What you are asked to do - Copy out all lines of the material below in which "down" occurs.

Excerpted records -

──────────────────────────────

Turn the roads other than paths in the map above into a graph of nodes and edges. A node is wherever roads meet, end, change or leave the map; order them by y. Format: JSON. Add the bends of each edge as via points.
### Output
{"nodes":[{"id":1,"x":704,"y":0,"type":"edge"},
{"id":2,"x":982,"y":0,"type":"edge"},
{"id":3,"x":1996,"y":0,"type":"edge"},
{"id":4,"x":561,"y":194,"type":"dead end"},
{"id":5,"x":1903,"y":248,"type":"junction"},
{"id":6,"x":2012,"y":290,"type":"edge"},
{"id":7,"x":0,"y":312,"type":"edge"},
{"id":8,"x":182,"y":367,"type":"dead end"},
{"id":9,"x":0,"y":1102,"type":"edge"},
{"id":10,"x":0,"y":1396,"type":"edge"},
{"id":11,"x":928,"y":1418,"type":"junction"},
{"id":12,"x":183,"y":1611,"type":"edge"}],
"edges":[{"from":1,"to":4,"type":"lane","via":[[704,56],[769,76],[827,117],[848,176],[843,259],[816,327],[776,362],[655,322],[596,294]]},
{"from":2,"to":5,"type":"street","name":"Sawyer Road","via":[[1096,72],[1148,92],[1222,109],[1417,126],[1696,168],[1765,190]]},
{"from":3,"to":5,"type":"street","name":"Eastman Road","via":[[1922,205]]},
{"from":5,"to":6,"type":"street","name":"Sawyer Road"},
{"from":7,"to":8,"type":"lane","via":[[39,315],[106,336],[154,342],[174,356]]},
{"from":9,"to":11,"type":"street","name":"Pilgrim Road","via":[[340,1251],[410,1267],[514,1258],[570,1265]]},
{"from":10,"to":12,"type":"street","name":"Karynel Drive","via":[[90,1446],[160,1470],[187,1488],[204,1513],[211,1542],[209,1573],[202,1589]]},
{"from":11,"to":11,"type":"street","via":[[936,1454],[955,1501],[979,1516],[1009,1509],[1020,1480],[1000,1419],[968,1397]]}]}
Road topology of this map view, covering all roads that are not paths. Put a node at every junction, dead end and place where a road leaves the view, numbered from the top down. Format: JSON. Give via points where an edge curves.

──────────────────────────────

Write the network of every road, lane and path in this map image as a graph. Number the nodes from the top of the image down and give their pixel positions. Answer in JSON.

──────────────────────────────

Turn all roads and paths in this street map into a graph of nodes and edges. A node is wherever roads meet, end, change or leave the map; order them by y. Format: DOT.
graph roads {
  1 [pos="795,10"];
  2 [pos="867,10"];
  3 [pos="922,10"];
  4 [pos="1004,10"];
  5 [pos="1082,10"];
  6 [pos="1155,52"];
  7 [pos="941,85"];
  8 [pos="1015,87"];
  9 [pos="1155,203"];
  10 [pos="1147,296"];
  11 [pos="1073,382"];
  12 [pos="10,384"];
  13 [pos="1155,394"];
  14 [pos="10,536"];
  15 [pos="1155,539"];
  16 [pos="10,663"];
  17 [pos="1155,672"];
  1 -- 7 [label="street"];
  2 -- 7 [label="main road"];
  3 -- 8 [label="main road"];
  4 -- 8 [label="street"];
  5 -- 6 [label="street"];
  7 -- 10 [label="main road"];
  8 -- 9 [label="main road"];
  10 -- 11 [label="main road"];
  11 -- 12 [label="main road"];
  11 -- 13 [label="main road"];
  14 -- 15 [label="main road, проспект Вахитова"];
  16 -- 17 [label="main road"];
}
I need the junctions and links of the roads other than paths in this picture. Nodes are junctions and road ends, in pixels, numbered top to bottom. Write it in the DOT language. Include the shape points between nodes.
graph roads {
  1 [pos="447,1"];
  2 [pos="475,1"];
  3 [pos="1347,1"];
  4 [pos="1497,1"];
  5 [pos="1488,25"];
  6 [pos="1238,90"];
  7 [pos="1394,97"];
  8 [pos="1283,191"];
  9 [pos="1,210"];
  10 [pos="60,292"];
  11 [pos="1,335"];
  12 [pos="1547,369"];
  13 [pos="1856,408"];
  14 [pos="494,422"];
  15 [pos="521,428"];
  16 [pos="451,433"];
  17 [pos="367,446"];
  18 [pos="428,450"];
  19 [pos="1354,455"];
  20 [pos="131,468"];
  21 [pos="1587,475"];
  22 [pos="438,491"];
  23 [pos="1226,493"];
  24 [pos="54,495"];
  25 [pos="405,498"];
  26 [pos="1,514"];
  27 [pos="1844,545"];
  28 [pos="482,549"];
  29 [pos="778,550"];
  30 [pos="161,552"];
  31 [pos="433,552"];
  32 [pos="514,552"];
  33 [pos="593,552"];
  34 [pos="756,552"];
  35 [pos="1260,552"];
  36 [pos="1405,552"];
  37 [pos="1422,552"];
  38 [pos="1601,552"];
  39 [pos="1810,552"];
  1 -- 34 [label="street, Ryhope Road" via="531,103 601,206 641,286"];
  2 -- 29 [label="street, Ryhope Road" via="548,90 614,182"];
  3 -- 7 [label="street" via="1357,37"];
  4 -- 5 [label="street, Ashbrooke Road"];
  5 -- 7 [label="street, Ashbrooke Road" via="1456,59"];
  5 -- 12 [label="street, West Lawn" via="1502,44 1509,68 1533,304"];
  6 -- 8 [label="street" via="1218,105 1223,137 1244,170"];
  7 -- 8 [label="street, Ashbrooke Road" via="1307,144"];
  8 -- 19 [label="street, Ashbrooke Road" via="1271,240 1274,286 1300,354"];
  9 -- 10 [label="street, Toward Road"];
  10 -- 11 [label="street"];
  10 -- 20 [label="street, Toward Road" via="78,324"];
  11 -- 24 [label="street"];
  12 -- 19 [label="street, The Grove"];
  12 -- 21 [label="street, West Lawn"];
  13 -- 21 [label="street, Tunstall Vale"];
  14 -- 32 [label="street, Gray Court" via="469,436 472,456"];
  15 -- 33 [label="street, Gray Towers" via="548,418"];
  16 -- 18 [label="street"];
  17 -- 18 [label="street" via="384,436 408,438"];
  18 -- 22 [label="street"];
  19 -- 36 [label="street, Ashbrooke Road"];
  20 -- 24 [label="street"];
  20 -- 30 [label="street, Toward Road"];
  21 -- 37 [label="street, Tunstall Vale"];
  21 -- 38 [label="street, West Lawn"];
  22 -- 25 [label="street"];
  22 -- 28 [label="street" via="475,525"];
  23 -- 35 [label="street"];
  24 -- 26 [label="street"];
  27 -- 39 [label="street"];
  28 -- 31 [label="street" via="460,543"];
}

──────────────────────────────

Result of this task -
Road topology of this map view, covering all roads that are not paths. Put a node at every junction, dead end and place where a road leaves the view, numbered from the top down. Format: JSON. Give via points where an edge curves.
Write the network of every road, lane and path in this map image as a graph. Number the nodes from the top of the image down and give their pixel positions. Answer in JSON.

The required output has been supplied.